Species Description: B. imbricata colonies have a creeping or somewhat upright and bushy growth pattern, with zooids forming clusters along a thick stolon which measures approximately 0.23 mm in diameter.
Zooids are vase-shaped or subcylindrical. Individual functional zooids measure approximately 0.38 X 0.17 mm, while degenerated zooids measure 0.38 X 0.19 mm. Zooids and stolons of living colonies are studded with small, star-shaped black pigments. The polypide and lophophore are not pigmented. The lophophore measures approximately 0.246 in diameter, and bears 10 tentacles. Both the body wall and the lophophore are somewhat flexible to enhance scanning while feeding.
Potentially Misidentified Species: B. imbricata in the Indian River Lagoon could be confused with B. pustulosa, a related bryozoan. In overall morphology, zooid clusters of B. imbricata have largely been described as non-helical; however, in IRL specimens, zooids of this species did form a partial helix around the stolon (Winston 1982). They thus resemble the overall morphology of B. pustulosa. These species can be differentiated base on the number of tentacles present: B. imbricata has 10 tentacles, while B. pustulosa has 8 tentacles.
Regional Occurrence: In the western Atlantic, B. imbricata has been reported from cool water areas north of Florida; however, it is also known from warm water areas in the Mediterranean and the Red Sea.
IRL Distribution: B. imbricata has been collected from the IRL at the Sebastian Inlet grass flats, and coastally at the Ft. Pierce breakwater. It is likely to have a wider distribution within the lagoon, but as yet, no documentation exists.
Age, Size, Lifespan: Functional zooids measure approximately 0.38 X 0.17 mm. Degenerated zooids measure 0.38 X 0.19 mm. Stolon diameter is approximately 0.23 mm in diameter. Lophophore diameter averages 0.246 mm.

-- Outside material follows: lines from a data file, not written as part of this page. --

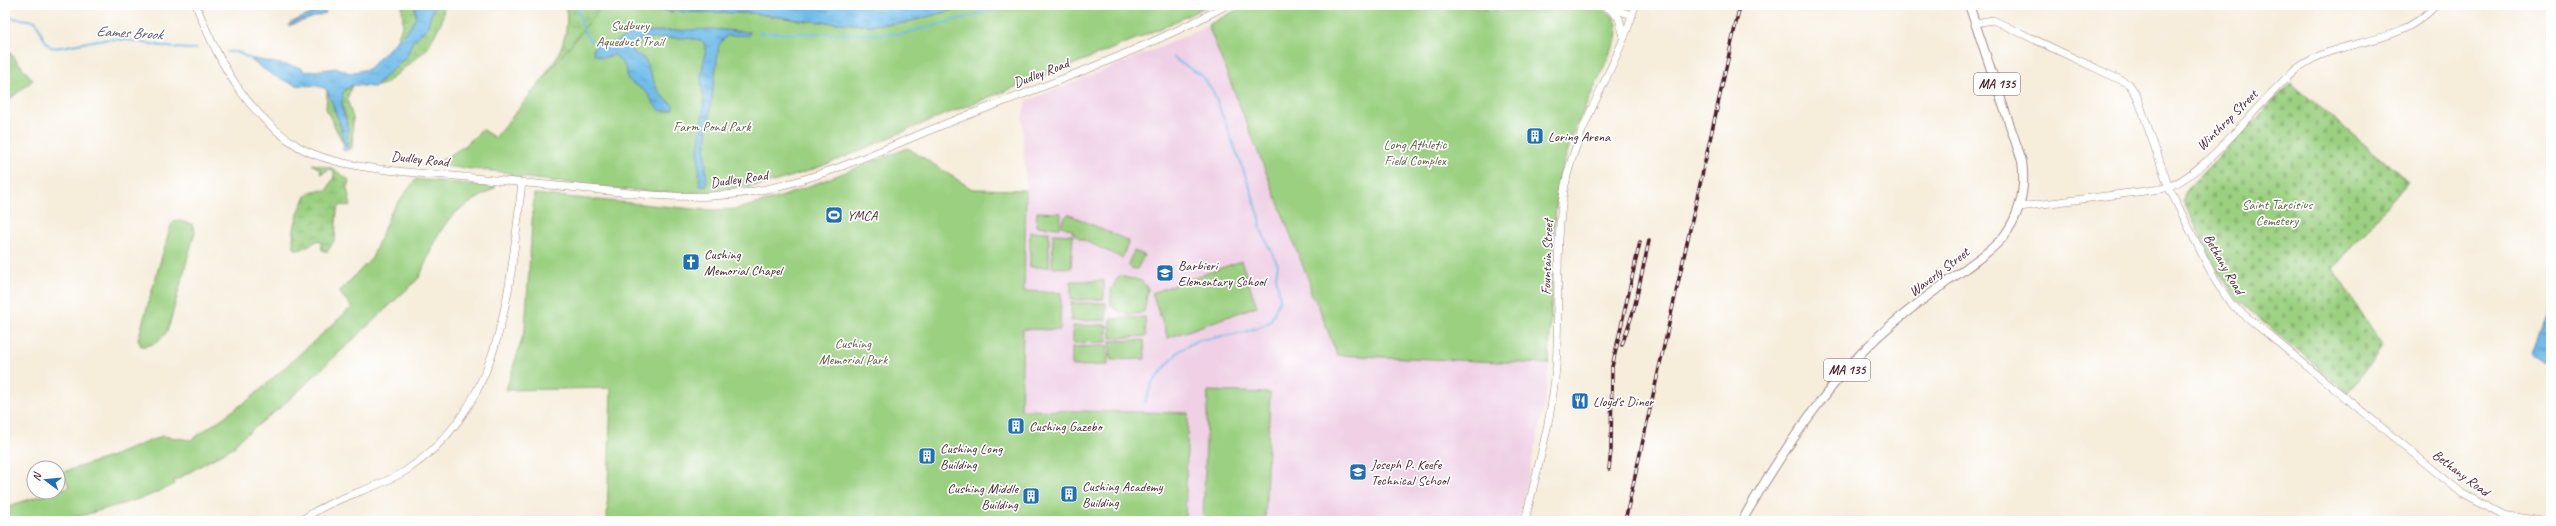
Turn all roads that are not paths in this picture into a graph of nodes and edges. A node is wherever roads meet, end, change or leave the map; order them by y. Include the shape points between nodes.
1 (196, 5) edge
2 (1227, 5) edge
3 (1636, 5) edge
4 (1969, 5) edge
5 (2436, 5) edge
6 (1604, 6) edge
7 (1632, 15) junction
8 (1975, 23) junction
9 (1624, 38) junction
10 (522, 182) junction
11 (2169, 188) junction
12 (2019, 208) junction
13 (301, 521) edge
14 (1525, 521) edge
15 (1742, 521) edge
16 (2541, 521) edge

1 - 10 street, Dudley Road via 218,57 244,97 291,141 309,152 332,161 366,167
2 - 10 street, Dudley Road via 1144,47 782,186 727,196 688,197
3 - 7 street, Fountain Street
4 - 8 main road, Waverly Street / MA 135
5 - 11 street, Winthrop Street via 2424,17 2397,33 2332,51 2305,64 2280,85 2202,163
6 - 7 street
6 - 9 street via 1619,18
7 - 9 street, Fountain Street
8 - 11 street, Bethany Road via 1993,20 2129,84 2137,96
8 - 12 main road, Waverly Street / MA 135 via 2022,161 2024,184
9 - 14 street, Fountain Street via 1577,143 1565,185 1555,378
10 - 13 street via 512,266 502,321 488,367 468,409 438,446 411,467 390,479 326,506
11 - 12 street, Winthrop Street
11 - 16 street, Bethany Road via 2215,280 2237,310 2463,494 2503,515
12 - 15 main road, Waverly Street / MA 135 via 2008,230 1995,246 1899,318 1856,360 1780,459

Abundance: B. imbricata was collected from March to September in the IRL. Little information on its abundance exists.
Embryology: The embryology of B. imbricata is unknown.
Temperature: B. imbricata is a eurythermal species known from both temperate and sub-tropical waters.

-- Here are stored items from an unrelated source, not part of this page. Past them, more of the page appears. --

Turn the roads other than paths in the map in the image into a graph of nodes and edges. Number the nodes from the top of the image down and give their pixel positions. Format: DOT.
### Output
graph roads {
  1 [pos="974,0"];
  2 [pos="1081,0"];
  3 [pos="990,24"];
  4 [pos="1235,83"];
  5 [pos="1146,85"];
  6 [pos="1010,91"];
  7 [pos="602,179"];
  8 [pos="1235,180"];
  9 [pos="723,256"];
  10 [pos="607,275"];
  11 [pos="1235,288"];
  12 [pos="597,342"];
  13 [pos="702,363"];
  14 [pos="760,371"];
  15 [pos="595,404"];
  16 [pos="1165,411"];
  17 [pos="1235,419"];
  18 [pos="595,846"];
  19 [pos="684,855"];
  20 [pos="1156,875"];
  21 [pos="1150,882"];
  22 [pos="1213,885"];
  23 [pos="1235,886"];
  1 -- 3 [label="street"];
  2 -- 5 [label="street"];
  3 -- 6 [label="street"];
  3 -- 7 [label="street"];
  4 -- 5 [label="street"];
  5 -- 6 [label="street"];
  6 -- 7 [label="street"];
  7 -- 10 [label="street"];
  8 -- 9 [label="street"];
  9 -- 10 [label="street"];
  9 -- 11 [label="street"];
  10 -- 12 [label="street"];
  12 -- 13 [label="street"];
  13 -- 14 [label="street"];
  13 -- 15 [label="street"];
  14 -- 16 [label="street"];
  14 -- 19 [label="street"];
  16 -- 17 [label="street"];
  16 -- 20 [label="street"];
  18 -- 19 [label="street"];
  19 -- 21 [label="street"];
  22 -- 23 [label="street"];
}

Trophic Mode: B. imbricata, like all bryozoans, is a suspension feeder. Each individual zooid in a colony has 10 ciliated tentacles that are extended to filter phytoplankton less than 0.045 mm in size (about 1/1800 of an inch) from the water column. Bullivant (1967; 1968) showed that the average individual zooid in a colony can clear 8.8 ml of water per day.

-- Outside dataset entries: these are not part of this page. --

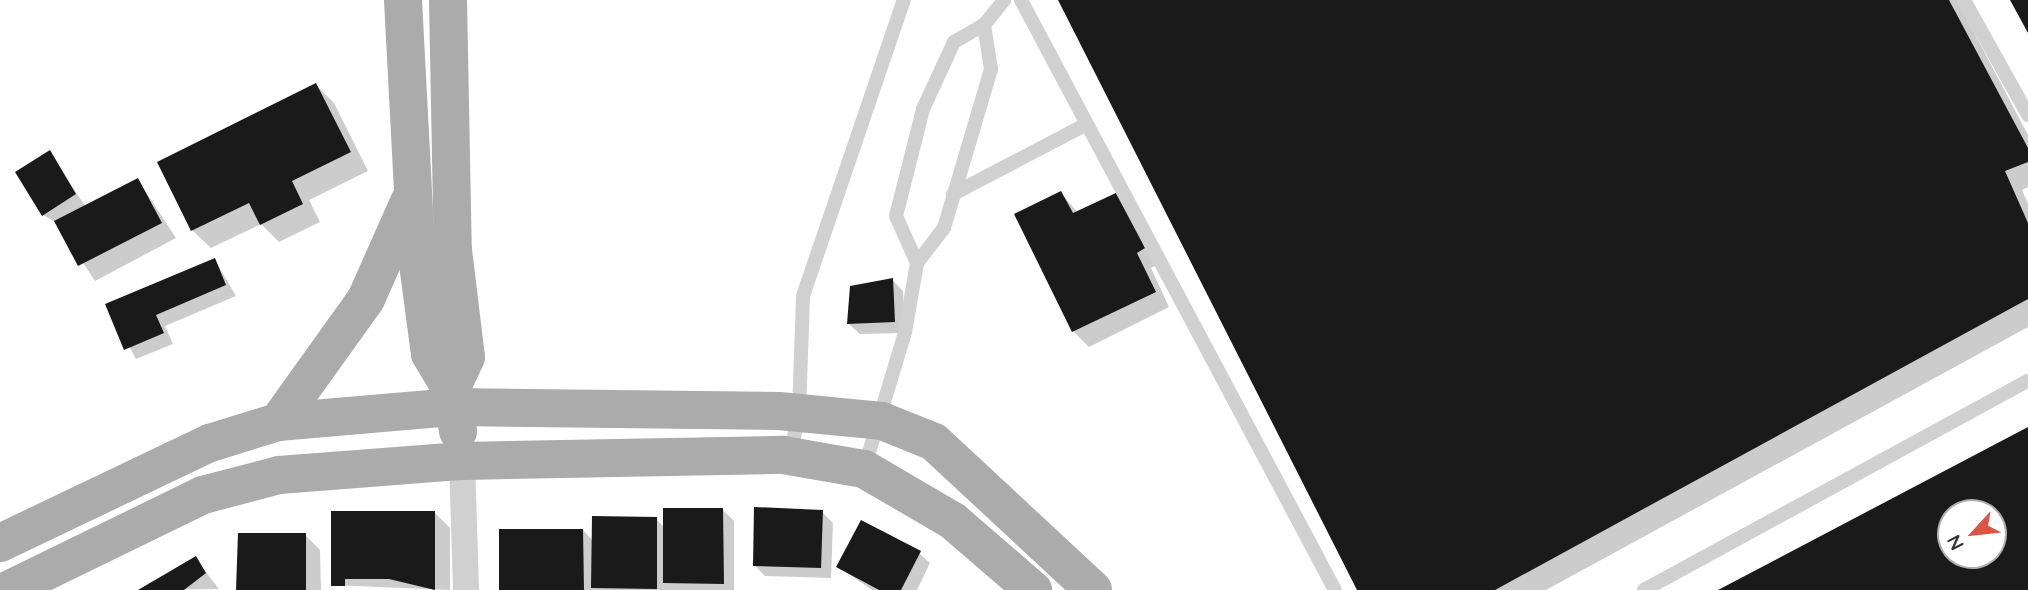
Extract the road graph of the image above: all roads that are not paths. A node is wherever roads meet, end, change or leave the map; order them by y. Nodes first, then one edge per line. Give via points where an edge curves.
1 (403, 0) edge
2 (448, 0) edge
3 (904, 0) edge
4 (1004, 0) edge
5 (1021, 0) edge
6 (1964, 0) edge
7 (984, 26) junction
8 (2028, 115) edge
9 (1087, 124) junction
10 (953, 194) junction
11 (411, 196) junction
12 (917, 262) junction
13 (2028, 381) edge
14 (453, 398) junction
15 (799, 412) junction
16 (882, 421) junction
17 (278, 422) junction
18 (790, 456) junction
19 (462, 461) junction
20 (864, 469) junction
21 (0, 543) edge
22 (8, 590) edge
23 (466, 590) edge
24 (1032, 590) edge
25 (1093, 590) edge
26 (1335, 590) edge
27 (1644, 590) edge

1 - 11 main road
2 - 14 main road via 453,250 466,357
3 - 15 lane via 803,296
4 - 7 lane
5 - 9 lane
6 - 8 lane
7 - 10 lane via 991,68
7 - 12 lane via 954,42 923,108 896,216
9 - 10 lane
9 - 26 lane
10 - 12 lane via 944,228
11 - 14 main road via 430,354
11 - 17 main road via 366,299
12 - 16 lane
13 - 27 lane
14 - 15 main road
14 - 17 main road
14 - 19 main road
15 - 16 main road
15 - 18 lane
16 - 20 lane
16 - 25 main road via 934,442
17 - 21 main road via 210,443
18 - 19 main road
18 - 20 main road
19 - 22 main road via 279,475 203,495
19 - 23 street
20 - 24 main road via 953,521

Both the polypide and the body wall of B. imbricata are highly flexible. With the polypide retracted, the zooid is compressed against the substratum; with the polypide expanded, the zooid elongates and rises to a vertical or diagonal position with respect to the substratum. B. imbricata holds its tentacles straight while feeding. The polypides slowly scan the water column in a circular motion in search of appropriately sized particulates. Adjacent lophophores in this species are well separated. Polypides of neighboring zooids may occasionally touch each other while scanning, but they will quickly withdraw.
Habitats: Typical habitat for ectoprocts in the Indian River Lagoon include seagrasses, drift algae, oyster reef, dock, pilings, breakwaters, and man-made debris (Winston 1995).
Associated Species: Seagrasses as well as floating macroalgae, provide support for bryozoan colonies. In turn, bryozoans provide habitat for many species of juvenile fishes and their invertebrate prey such as polychaete worms, amphipods and copepods (Winston 1995).
Bryozoans are also found in association with other species that act as support structures: mangrove roots, oyster beds, mussels, etc. At Sebastian Inlet, B. imbricata is commonly found in association with algae, especially Solieria tenera, a common Rhodophyte. However, at other IRL and coastal locations, B. imbricata is found attached to the undersides of rocks and ledges, and in holes in worm-reef (Phragmatopoma spp.) mounds (Winston 1982).
Benefit in IRL: Bryozoans are ecologically important in the Indian River Lagoon due to their feeding method. As suspension feeders, they act as living filters in the marine environment. For example, Winston (1995) reported that bryozoan colonies located in 1 square meter of seagrass bed could potentially filter and recirculate an average of 48,000 gallons of seawater per day.
Winston JE. 1982. Marine bryozoans (Ectoprocta) of the Indian River area (Florida). Bull Amer Mus Nat Hist 173: 99-176.
Winston JE. 1995. Ectoproct diversity of the Indian River coastal lagoon. Bull Mar Sci 57: 84-93.